(Stored data entries)
==*==
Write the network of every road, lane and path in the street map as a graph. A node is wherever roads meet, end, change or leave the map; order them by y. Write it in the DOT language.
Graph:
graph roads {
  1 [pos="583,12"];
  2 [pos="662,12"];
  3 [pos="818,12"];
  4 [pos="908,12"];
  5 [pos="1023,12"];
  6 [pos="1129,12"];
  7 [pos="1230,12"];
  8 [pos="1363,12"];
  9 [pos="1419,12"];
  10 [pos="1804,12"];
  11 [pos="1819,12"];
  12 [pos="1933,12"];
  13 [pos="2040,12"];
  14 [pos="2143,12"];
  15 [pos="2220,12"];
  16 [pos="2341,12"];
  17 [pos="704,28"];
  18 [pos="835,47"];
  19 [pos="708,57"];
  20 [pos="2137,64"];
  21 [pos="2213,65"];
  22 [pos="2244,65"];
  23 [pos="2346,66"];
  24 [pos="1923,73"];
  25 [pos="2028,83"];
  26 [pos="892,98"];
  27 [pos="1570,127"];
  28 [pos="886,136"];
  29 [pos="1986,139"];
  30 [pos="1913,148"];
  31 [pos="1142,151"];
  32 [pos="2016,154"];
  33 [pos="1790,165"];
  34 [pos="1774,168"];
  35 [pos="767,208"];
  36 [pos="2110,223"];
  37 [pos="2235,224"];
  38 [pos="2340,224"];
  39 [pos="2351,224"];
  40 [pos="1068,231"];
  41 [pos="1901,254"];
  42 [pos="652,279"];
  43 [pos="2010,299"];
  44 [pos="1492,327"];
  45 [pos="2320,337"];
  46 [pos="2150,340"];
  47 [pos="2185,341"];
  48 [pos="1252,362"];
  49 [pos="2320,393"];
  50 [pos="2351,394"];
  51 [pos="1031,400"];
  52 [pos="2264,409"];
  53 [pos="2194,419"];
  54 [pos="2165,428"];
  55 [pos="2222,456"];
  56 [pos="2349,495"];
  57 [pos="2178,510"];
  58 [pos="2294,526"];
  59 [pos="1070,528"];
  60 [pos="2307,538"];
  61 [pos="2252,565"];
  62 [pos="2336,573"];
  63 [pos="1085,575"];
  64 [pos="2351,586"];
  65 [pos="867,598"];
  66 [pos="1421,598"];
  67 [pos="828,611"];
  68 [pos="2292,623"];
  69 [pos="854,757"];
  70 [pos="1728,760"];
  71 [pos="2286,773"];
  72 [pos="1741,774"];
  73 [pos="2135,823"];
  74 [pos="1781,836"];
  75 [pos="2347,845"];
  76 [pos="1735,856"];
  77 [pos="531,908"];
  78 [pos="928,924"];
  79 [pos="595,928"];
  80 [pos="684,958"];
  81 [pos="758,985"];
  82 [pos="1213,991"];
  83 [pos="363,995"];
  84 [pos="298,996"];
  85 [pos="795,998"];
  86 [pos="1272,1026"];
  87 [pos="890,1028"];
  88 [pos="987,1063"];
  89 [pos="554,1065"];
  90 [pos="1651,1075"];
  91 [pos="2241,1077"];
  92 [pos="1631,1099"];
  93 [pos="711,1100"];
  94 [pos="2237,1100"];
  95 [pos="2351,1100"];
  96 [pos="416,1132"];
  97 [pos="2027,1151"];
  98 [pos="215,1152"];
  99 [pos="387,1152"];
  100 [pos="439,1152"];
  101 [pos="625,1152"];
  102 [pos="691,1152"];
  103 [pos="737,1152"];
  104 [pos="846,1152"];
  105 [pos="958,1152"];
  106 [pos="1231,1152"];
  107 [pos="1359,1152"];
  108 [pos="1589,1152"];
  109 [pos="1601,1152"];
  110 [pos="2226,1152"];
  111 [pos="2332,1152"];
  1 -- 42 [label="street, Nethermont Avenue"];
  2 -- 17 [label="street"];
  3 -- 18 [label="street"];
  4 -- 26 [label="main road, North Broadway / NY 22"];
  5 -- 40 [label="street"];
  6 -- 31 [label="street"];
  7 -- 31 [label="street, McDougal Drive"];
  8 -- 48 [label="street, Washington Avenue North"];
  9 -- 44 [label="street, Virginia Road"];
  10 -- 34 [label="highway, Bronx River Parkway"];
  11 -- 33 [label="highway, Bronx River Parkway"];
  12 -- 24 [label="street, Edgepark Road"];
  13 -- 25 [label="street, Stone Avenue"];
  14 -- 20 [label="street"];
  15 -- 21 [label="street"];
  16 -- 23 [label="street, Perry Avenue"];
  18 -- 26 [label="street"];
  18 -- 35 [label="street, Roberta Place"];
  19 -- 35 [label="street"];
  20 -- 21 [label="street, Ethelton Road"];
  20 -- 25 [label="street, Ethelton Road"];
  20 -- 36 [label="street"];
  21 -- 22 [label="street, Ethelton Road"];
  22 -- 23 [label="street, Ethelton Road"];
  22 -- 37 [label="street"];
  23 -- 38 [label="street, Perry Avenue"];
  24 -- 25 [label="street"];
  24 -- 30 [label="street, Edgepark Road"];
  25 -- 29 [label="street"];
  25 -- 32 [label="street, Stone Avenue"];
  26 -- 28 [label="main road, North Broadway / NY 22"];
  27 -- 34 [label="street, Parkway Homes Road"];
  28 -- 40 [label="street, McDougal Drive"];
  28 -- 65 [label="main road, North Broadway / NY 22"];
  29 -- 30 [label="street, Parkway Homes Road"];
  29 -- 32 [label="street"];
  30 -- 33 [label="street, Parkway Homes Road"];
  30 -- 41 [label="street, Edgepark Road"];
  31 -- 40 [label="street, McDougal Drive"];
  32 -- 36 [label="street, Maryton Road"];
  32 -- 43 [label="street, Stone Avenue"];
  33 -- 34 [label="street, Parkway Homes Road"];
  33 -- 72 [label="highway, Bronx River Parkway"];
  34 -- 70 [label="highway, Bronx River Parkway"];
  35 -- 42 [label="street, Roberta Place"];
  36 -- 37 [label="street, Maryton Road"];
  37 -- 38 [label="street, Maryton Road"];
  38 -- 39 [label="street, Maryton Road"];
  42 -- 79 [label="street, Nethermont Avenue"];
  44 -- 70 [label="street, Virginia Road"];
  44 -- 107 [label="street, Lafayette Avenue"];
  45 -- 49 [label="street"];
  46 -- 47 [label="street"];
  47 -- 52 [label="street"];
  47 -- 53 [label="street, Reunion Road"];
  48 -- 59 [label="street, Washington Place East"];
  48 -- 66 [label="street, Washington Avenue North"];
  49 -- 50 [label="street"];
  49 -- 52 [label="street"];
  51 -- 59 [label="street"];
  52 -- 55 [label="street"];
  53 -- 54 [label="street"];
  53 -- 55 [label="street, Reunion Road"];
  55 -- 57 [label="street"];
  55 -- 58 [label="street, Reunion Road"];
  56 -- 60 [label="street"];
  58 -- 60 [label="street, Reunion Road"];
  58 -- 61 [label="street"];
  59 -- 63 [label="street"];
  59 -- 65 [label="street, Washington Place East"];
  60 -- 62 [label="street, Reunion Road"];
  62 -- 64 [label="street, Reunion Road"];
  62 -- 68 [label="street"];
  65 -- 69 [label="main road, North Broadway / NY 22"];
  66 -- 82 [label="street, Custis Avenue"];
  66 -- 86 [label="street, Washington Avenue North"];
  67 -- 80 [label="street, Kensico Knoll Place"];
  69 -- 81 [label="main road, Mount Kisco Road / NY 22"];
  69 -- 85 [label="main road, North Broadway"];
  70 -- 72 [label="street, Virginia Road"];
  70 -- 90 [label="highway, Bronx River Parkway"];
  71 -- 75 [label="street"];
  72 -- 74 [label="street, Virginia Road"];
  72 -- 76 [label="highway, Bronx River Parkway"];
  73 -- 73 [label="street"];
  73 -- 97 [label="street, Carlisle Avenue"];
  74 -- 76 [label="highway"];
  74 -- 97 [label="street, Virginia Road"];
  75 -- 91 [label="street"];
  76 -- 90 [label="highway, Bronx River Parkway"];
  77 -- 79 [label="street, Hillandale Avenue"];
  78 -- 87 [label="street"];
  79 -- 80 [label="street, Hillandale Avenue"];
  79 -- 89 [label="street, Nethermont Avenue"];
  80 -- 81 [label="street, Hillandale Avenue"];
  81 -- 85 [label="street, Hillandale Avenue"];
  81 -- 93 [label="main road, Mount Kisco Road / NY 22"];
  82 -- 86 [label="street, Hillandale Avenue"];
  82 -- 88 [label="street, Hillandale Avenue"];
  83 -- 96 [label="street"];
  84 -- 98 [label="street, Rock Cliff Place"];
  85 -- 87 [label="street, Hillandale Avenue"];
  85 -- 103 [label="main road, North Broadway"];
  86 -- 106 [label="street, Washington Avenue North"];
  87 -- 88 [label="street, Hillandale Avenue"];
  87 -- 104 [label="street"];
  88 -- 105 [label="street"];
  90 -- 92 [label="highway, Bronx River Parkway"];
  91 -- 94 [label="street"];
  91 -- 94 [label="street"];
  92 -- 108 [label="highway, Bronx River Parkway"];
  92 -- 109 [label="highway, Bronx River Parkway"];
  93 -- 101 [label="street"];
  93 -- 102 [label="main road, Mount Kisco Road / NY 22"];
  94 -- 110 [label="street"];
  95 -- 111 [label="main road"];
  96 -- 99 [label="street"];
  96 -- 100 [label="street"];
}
==*==
## WHAT IS REQUIRED:
Look through the entries above and report each line where the string "Drive" occurs.

## EXERCISE RESPONSE:
  7 -- 31 [label="street, McDougal Drive"];
  28 -- 40 [label="street, McDougal Drive"];
  31 -- 40 [label="street, McDougal Drive"];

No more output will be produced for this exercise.